Serupa Gambaran Anak-Nya
Kamis, 4 Februari 2021
Roma 8 : 28 – 29
Kita tahu sekarang, bahwa Allah turut bekerja dalam segala sesuatu untuk mendatangkan kebaikan bagi mereka yang mengasihi Dia, yaitu bagi mereka yang terpanggil sesuai dengan rencana Allah. Sebab semua orang yang dipilih-Nya dari semula, mereka juga ditentukan-Nya dari semula untuk menjadi serupa dengan gambaran Anak-Nya, supaya Ia, Anak-Nya itu, menjadi yang sulung di antara banyak saudara.
Seperti yang kita ketahui, Paulus mengabarkan Injil hingga ke berbagai tempat dengan tantangan yang bermacam-macam. Ada yang memang kepada orang yang sama sekali belum mengenal Injil, ada pula kepada orang-orang yang telah mengenal Injil namun butuh penguatan untuk tetap setia. Dalam bacaan hari ini, Paulus meluruskan ajaran-ajarannya yang diputarbalikkan oleh pengajar lain. Mereka mengajarkan bahwa penderitaan adalah bentuk hukuman dari Allah. Paulus menyanggahnya, penderitaan yang mereka alami bukanlah hukuman dari Allah melainkan Allah izinkan itu terjadi untuk kebaikan mereka. Penderitaan yang kita alami tidak terjadi secara kebetulan. Bagi orang percaya, penderitaan yang terjadi diijinkan Tuhan demi kebaikan kita.
Hannah Smith, salah seorang penulis buku rohani menafsirkan kata, “kebaikan” di ayat 28 bermakna “serupa atau segambar dengan Kristus”. Artinya bahwa kesulitan atau penderitaan yang kita alami bertujuan membentuk kita untuk menjadi serupa dengan Kristus.

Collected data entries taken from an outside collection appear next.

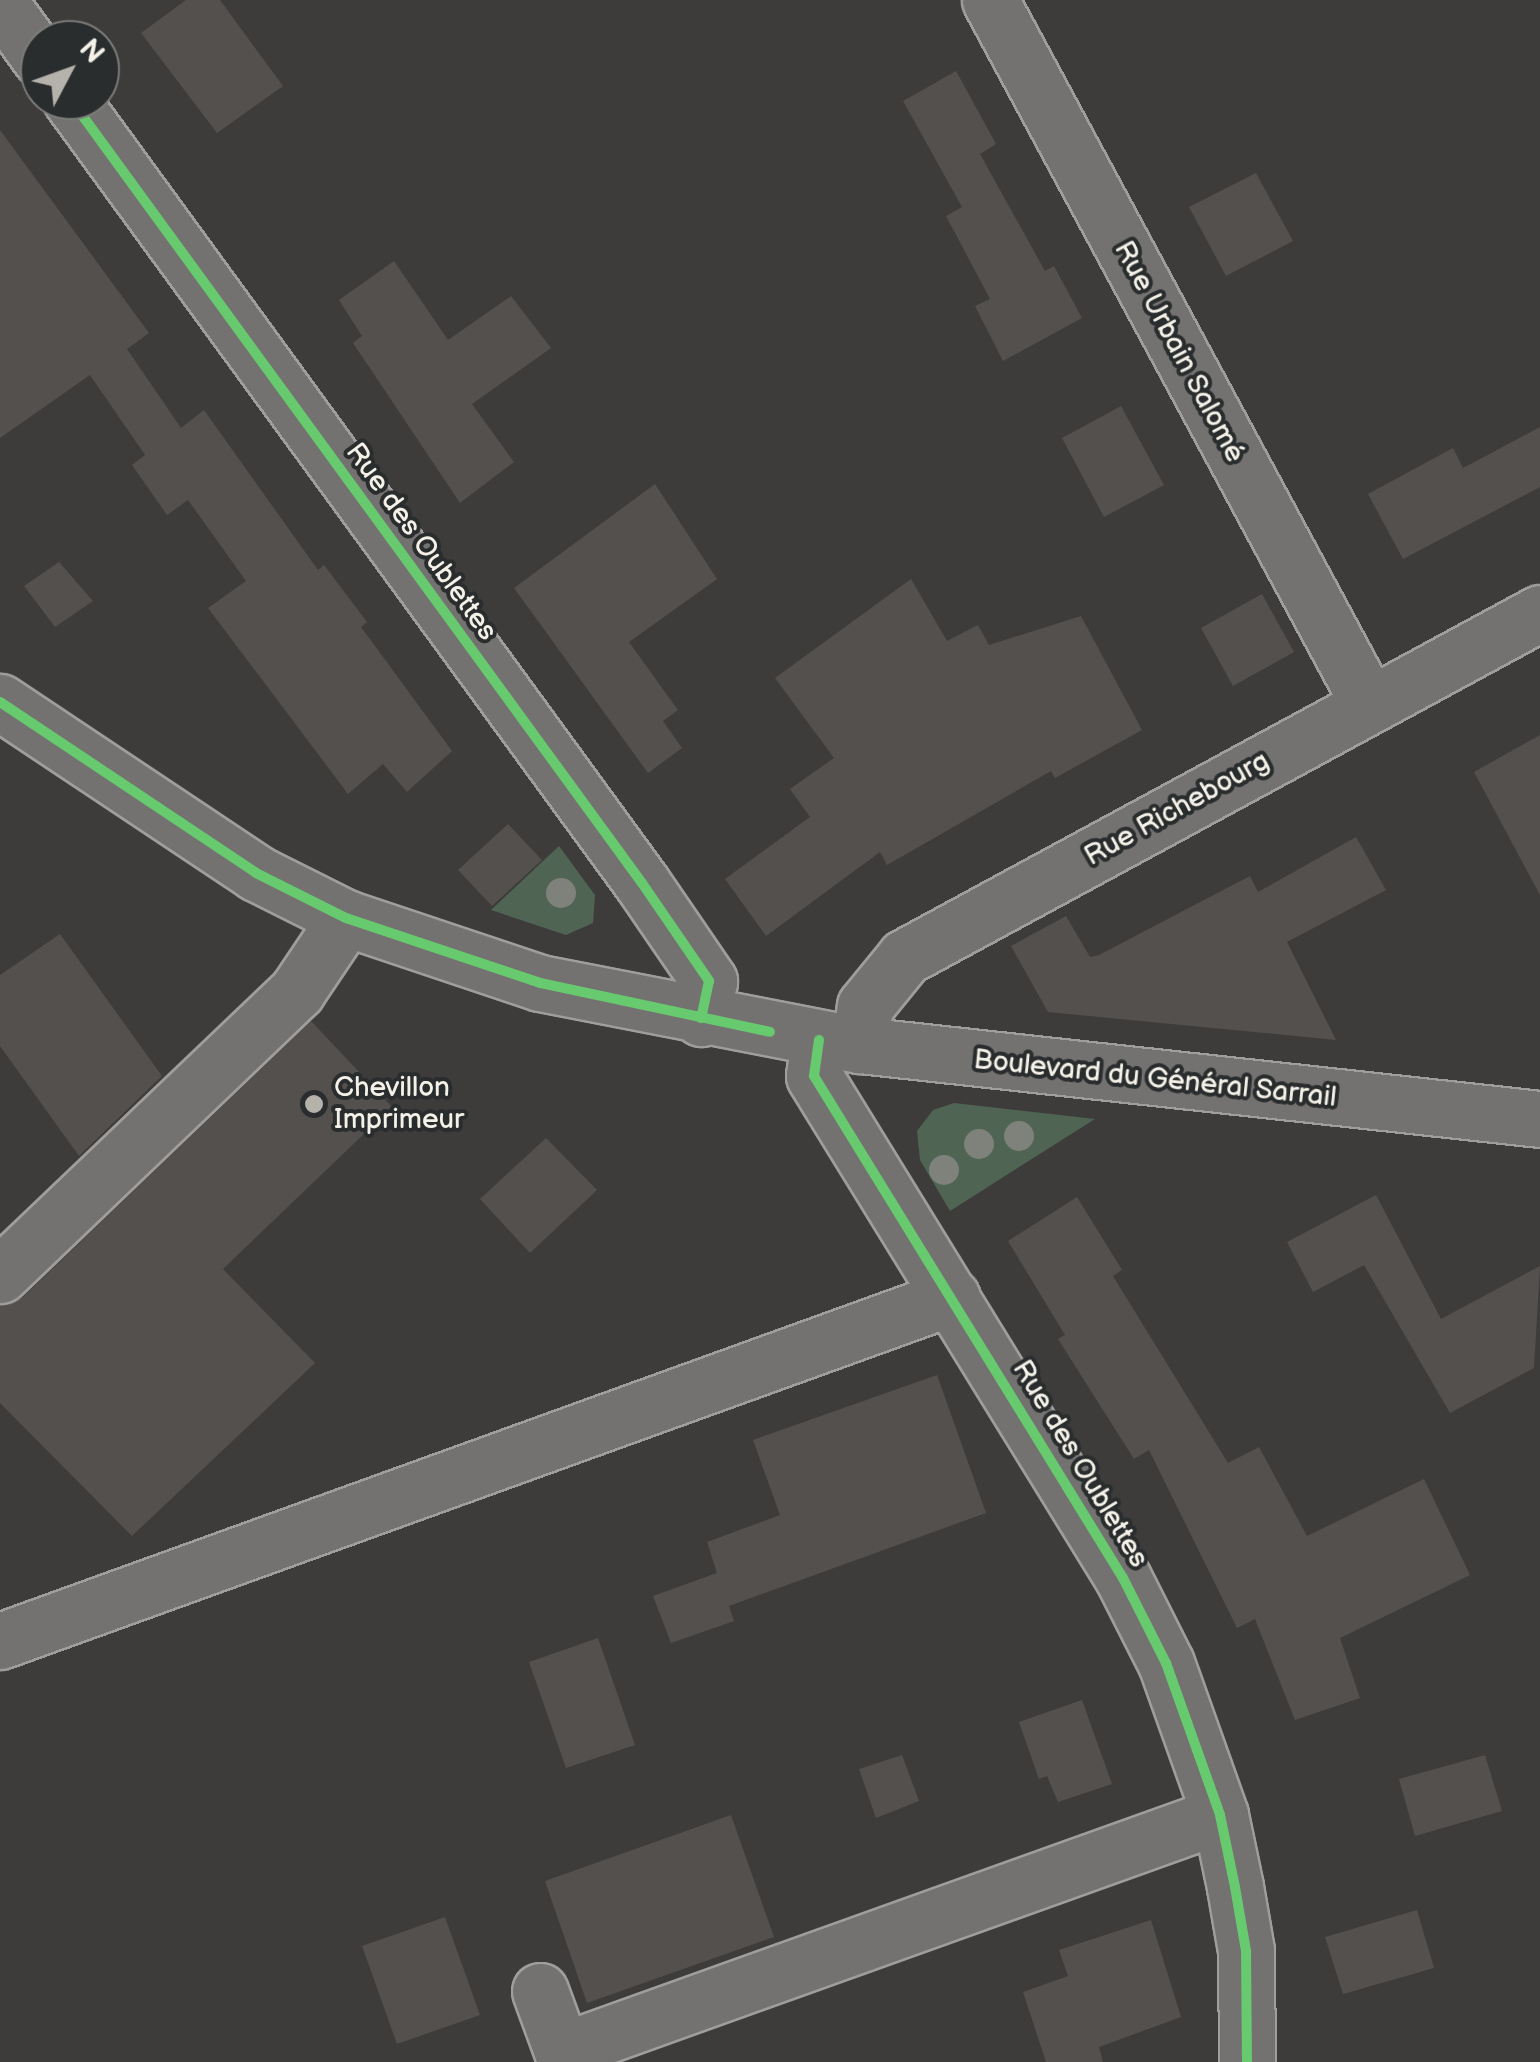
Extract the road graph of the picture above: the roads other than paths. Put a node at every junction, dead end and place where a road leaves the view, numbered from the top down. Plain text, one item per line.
1 (990, 0) edge
2 (0, 3) edge
3 (20, 30) edge
4 (86, 120) edge
5 (1540, 613) edge
6 (0, 702) edge
7 (1369, 704) junction
8 (346, 918) junction
9 (700, 1018) junction
10 (816, 1039) junction
11 (1540, 1119) edge
12 (0, 1275) edge
13 (952, 1297) junction
14 (0, 1641) edge
15 (1220, 1815) junction
16 (540, 1991) dead end
17 (1246, 2062) edge

1 - 7 street, Rue Urbain Salomé
2 - 3 street
4 - 9 street, Rue des Oublettes
5 - 7 street, Rue Richebourg
6 - 8 street, Boulevard du Général Sarrail
7 - 10 street, Rue Richebourg
8 - 9 street, Boulevard du Général Sarrail
8 - 12 street
9 - 10 street, Boulevard du Général Sarrail
10 - 11 street, Boulevard du Général Sarrail
10 - 13 street, Rue des Oublettes
13 - 14 street
13 - 15 street, Rue des Oublettes
15 - 16 street
15 - 17 street, Rue des Oublettes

Jadi, mari kita hadapi kesulitan yang kita alami dengan perspektif yang baru, dengan sudut pandang Roma 8 : 28 – 29. Bahwa setiap hal menyakitkan yang terjadi dalam hidup kita adalah karena diijinkan Allah demi kebaikan kita agar menjadi semakin serupa dengan Kristus.